Daarnaast zal de Europese Commissie in september een wetgevend initiatief voorstellen rond ‘waardig werk wereldwijd’, dit naar analogie met de Amerikaanse ‘forced labour ban’. Producten die tot stand kwamen via dwangarbeid zullen aldus gebannen worden van de Europese markt. Dat lijkt me een goed instrument om in de toekomst mensenrechtenschendingen tegen te gaan. Hoewel er nog weinig bekend is over dit initiatief, zal ik ook hier constructief aan meewerken.

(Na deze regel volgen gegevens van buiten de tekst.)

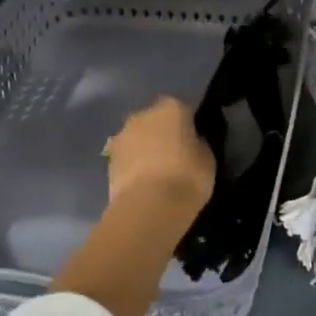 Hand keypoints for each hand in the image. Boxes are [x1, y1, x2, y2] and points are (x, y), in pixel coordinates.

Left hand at [105, 97, 213, 214]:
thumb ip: (199, 144)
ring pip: (137, 138)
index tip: (193, 142)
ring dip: (144, 149)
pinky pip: (126, 158)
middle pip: (155, 120)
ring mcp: (122, 135)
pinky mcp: (108, 159)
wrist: (148, 206)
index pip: (182, 109)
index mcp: (171, 108)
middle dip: (162, 134)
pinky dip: (132, 166)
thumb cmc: (186, 178)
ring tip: (156, 174)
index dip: (188, 125)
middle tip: (175, 157)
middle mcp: (143, 114)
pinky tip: (142, 185)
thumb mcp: (208, 159)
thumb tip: (193, 142)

Zoals u weet, was de hoge vertegenwoordiger van de VN voor de mensenrechten, mevrouw Bachelet, onlangs in China. Voor het eerst in zeventien jaar kon een Hoge Commissaris voor de Mensenrechten van de VN naar China reizen om er rechtstreeks met de hoogste regeringsfunctionarissen te spreken over belangrijke mensenrechtenkwesties, in China en wereldwijd. Mevrouw Bachelet zal binnenkort een rapport voorstellen waar – en dat zal u niet verbazen – reikhalzend naar uitgekeken wordt. Ze gaf inmiddels reeds aan dat haar bezoek een gelegenheid vormde om een aantal zorgwekkende situaties bij de regering aan te kaarten. Bovendien stelt de VN-commissaris dat ze deze kwesties blijvend zal opvolgen. Bij haar bezoek aan de regio Xinjiang uitte ze vragen en bezorgdheden over de toepassing van de zogenaamde maatregelen ter bestrijding van terrorisme en deradicalisering. De brede toepassing hiervan heeft, zoals u welbekend is, een zware impact op de rechten van Oeigoeren en andere overwegend islamitische minderheden. Mevrouw Bachelet moedigde de Chinese regering aan om alle beleidsmaatregelen ter bestrijding van terrorisme en deradicalisering te herzien om ervoor te zorgen dat ze volledig voldoen aan de internationale mensenrechtennormen en niet langer op willekeurige en discriminerende wijze worden toegepast. Ze kaartte ook de problematiek van de Oeigoerse diaspora aan, van de families die in het buitenland vertoeven en het contact met hun dierbaren verloren hebben.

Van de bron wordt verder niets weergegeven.